Friday, June 23, 2017

The Gods Must Be Crazy

The Gods Must Be Crazy on the surface seems like a light hearted comedy where vastly different cultures come into contact with each other and struggle to find common ground and to communicate. There is another layer entirely to the film that is less obvious. With such different cultures and different understandings of what is socially acceptable and even what reality is, there comes a point where individuals from the different cultures need to find some sort of understanding of each other. Taking place in the continent of Africa, the film shows how even in a continent where most would assume that all cultures and types of living would be more or less on the same page there are clear and massive differences in the cultures of its peoples. These differences are so substantial that the cultures, while neighboring, live in almost different worlds entirely.
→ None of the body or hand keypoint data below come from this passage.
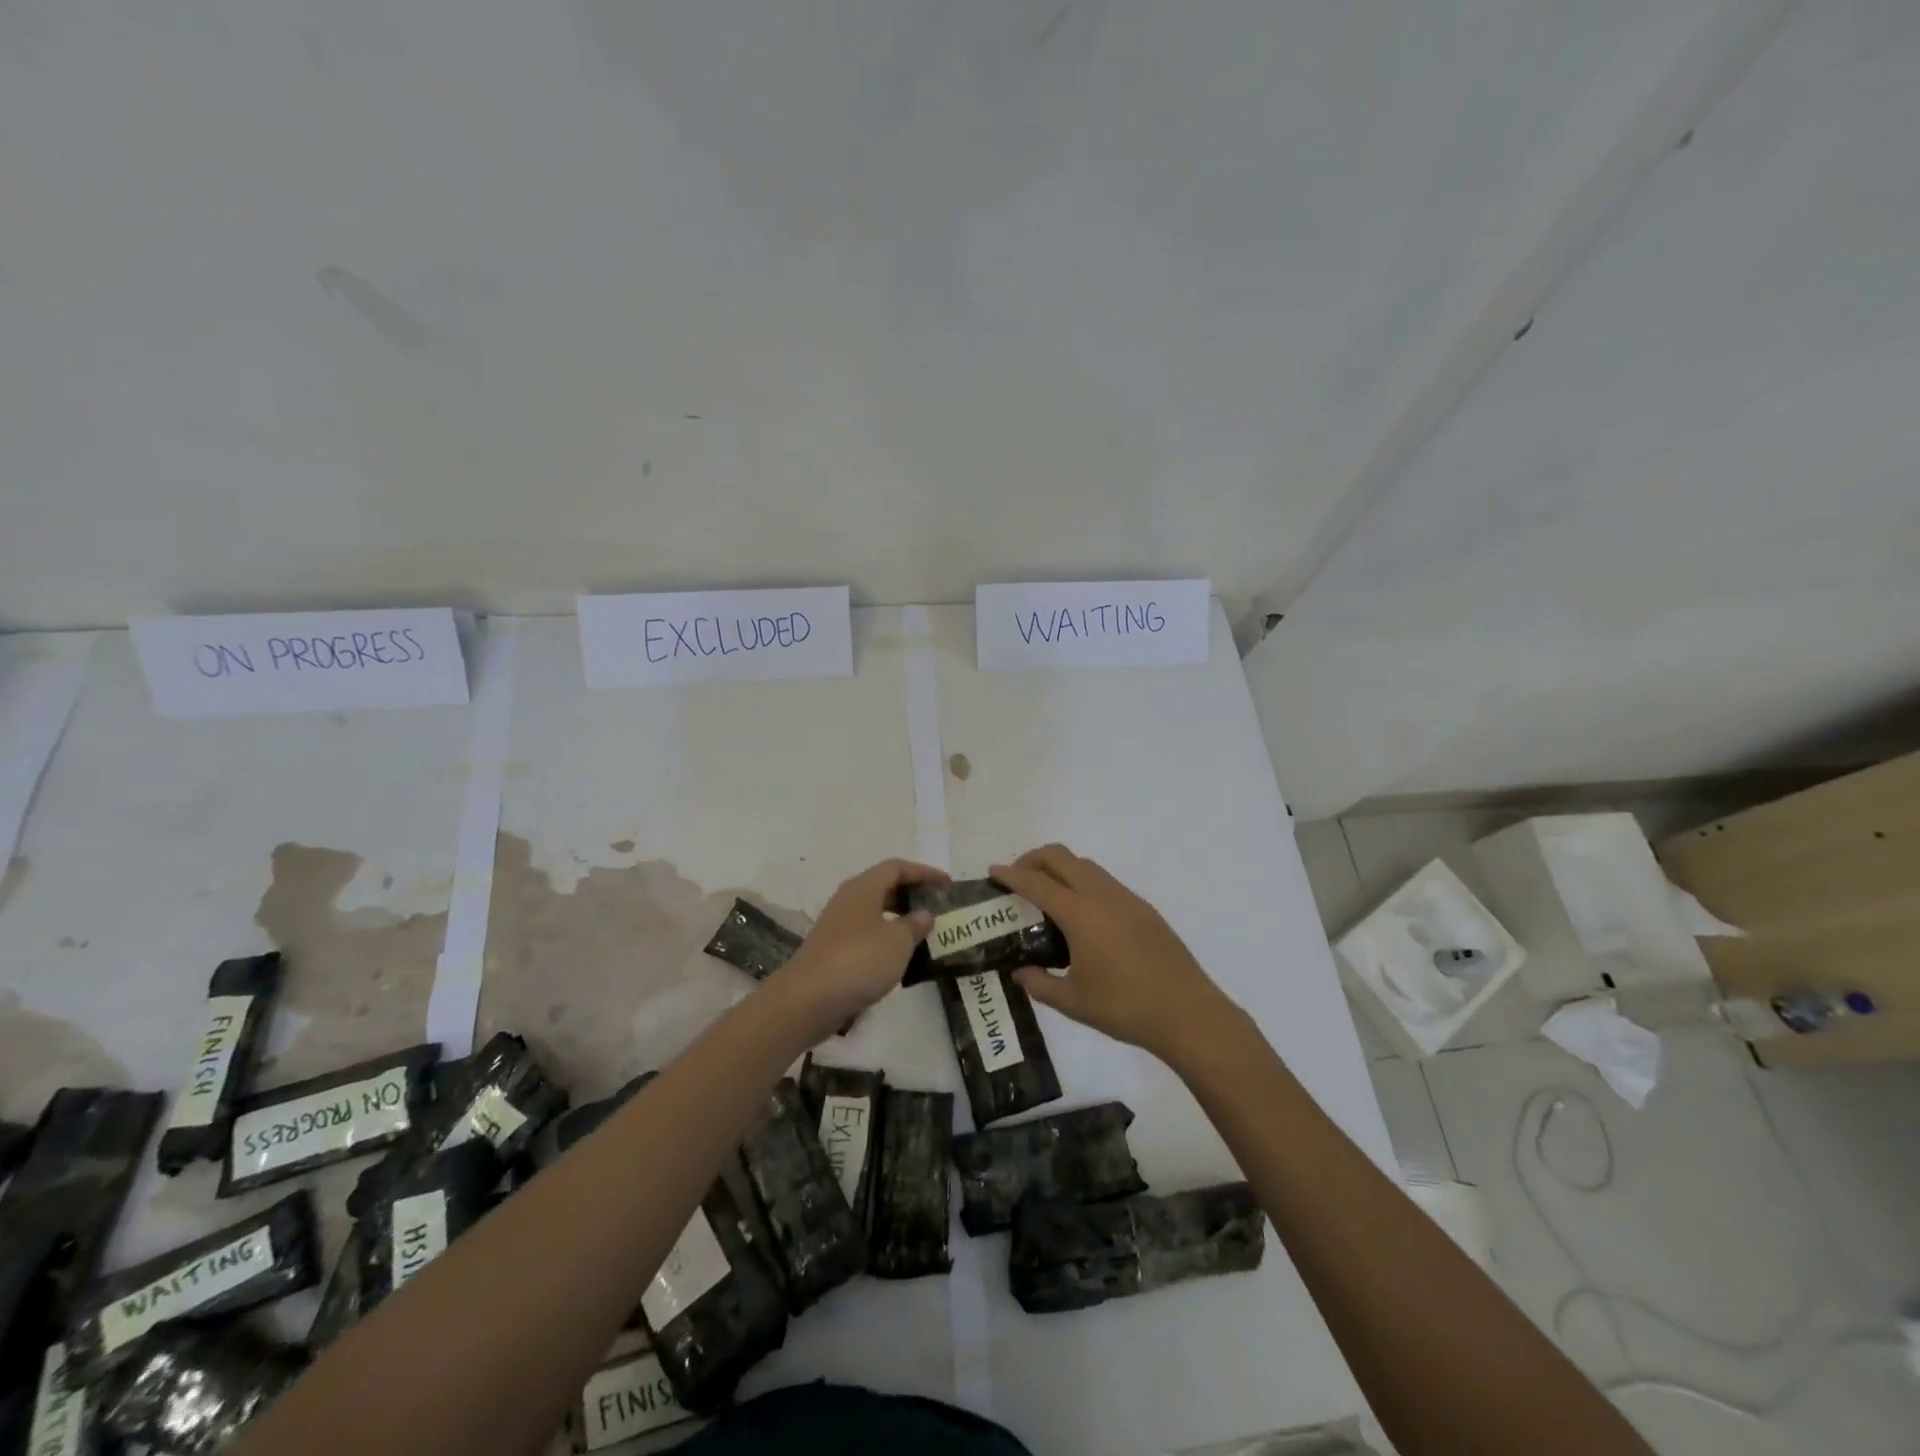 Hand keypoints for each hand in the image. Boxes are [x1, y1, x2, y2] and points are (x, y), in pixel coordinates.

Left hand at [769, 858, 947, 1041]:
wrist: (807, 999)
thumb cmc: (859, 960)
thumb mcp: (898, 942)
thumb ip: (914, 925)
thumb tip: (923, 914)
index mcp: (863, 888)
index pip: (897, 867)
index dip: (924, 872)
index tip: (947, 884)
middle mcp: (848, 899)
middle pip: (883, 886)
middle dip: (910, 893)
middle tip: (935, 906)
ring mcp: (836, 925)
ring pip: (873, 911)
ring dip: (898, 917)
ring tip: (922, 932)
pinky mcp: (831, 949)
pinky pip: (865, 933)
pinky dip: (885, 938)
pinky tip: (897, 957)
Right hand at [990, 844, 1240, 1063]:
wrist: (1187, 1012)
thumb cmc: (1125, 1008)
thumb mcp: (1073, 1002)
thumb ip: (1040, 984)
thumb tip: (1020, 973)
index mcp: (1080, 914)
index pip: (1037, 882)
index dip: (1011, 874)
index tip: (993, 871)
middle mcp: (1102, 896)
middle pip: (1061, 857)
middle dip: (1033, 859)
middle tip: (1017, 878)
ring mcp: (1126, 898)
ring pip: (1085, 865)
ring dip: (1060, 868)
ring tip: (1047, 894)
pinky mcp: (1143, 908)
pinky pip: (1104, 881)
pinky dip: (1082, 882)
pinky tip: (1081, 914)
                A particularly interesting scene is when a pilot flying overhead drops an empty Coca-Cola bottle from the plane window which falls to the earth unbroken. The bottle is then found by a member of the Bushmen tribe. The Bushmen that finds it is perplexed by the bottle as it is unlike anything he had ever seen. The film describes it from the Bushmen perspective as looking like water yet being the hardest thing he had ever seen. The Bushmen then brings it back to his tribe and the tribe is equally confused by the strange object. They take turns trying to figure out what the object is and what it is used for. The unique properties of the object make it great for a variety of tasks, none of which were the intended purpose of the bottle. They find it is ideal for decorating clothing, skinning snakes, as an instrument, and ultimately as a weapon. With only one bottle and many tribal people they soon found that they were competing over the use of the new object. With such great scarcity and so many different uses the bottle became a prized possession that ultimately ended up being fought over. After two tribal people ended up in a physical altercation over the bottle sentiment regarding the bottle shifted from enthusiastic to almost fearful. They realized that the way the tribe had been acting since the arrival of that damn bottle made them worse off than before it was found. This led to the decision that the object needed to be returned to the gods in order to rid the tribe of the chaos and violence it had brought. The rest of the film follows the tribe member that goes on a journey to throw the object off the end of the earth.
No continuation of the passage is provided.